In some aspects, the players do have leverage. They are the product on the floor. Flawed as they are, other avenues to playing basketball exist. What I find most distressing is that in all of their interviews that I read, a lion's share of the players don't seem to have a grasp on why this lockout is happening.

In one article, I see both Jermaine O'Neal and Corey Maggette focusing on one issue: revenue sharing. In response to the key issue of this lockout, O'Neal offers his opinion: "If it's about small-market teams not profiting, if the owners are really using that as a bargaining tool, if you're really concerned about it, then why aren't you profit-sharing like the other leagues are doing?" Maggette goes on to voice similar sentiments.

I've heard this from about a dozen NBA players. I don't know all the information. I haven't looked at the books or the numbers and i certainly don't have an inside source with anyone with the league or any of the 30 teams. But I know that the hard line issue is that the owners are losing money, and they need the players to give it back. Jermaine, if the owners COLLECTIVELY are losing $300 million a year, then how does revenue sharing allay that problem? The deficit doesn't shrink because you spread it out amongst everyone. Regardless of everyone is averaging $10 million in losses or 20 teams are averaging $15 million in losses, it still adds up to $300 million in losses. The money needs to come from somewhere else. Yes, revenue sharing creates smaller holes for every team to dig themselves out of, but at the end of the day, the profits need to expand, period. The money needs to come from somewhere. Unfortunately, it's going to come from the players.

As ill-informed as some of the players seem, it's indicative of where their mindsets are. They want a quick fix to this. They are throwing around buzzwords like "revenue-sharing", "profit margins" and "depreciation", without a real base of knowledge, but knowing that they all turn the focus back on the guys who own the arenas and cut the contracts. They are putting the onus on the owners and trying to find ways that the players do not have to change their ways of life.

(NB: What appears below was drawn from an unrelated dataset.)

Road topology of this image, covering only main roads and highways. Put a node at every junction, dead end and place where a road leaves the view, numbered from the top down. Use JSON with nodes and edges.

Obviously a lot of people are going to align with the players on this one. No one wants to take a pay cut and give that money back to "the man". I'm sure it doesn't look any better that a league of black players are being asked to give money back to a largely white ownership group for an enterprise that grossed over 3 billion dollars last year. But the truth is that they need to give in. The owners cannot collectively come together and agree to not give $30 million dollar contracts to mediocre players. That's collusion, and the NBA Players Association (not to mention the US legal system) would quickly squelch that movement.

The short term losses are going to hurt, but the truth is, with the model that is currently present, at least 2 teams are going to be contracted. You think losing 6% of your income is bad Derek Fisher? What happens in a league of 450 players when 30 jobs are no longer available? I know that the players enjoy the current system as currently constructed (Luke Walton), but its this system (Brendan Haywood) that is going to eliminate 6% of current available jobs rather than 6% of income for 100% of current available jobs (John Salmons). This is about the long-term health of a league. Unfortunately, the battle is coming down between the owners, who plan to be in this for the long term, and the players, who for the most part, are only in this for the short term. These short term gains for the players have to last them for the long term.

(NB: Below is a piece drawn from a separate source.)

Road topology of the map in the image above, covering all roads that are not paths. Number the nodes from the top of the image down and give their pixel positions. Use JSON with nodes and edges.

I understand both sides, and sympathize with everyone, but the players just don't have enough juice here. They are fighting for what's beneficial to them, not to the prolonged financial success of 30 franchises, the fans and the other employees of the sport that don't have numbers on their backs. The league will not survive as currently constructed without them giving something back. Maybe not everything the owners are asking for, but close to it.

The players are bringing knives to a gun fight. They'll lose, and all we'll have to show for it is a winter without NBA basketball.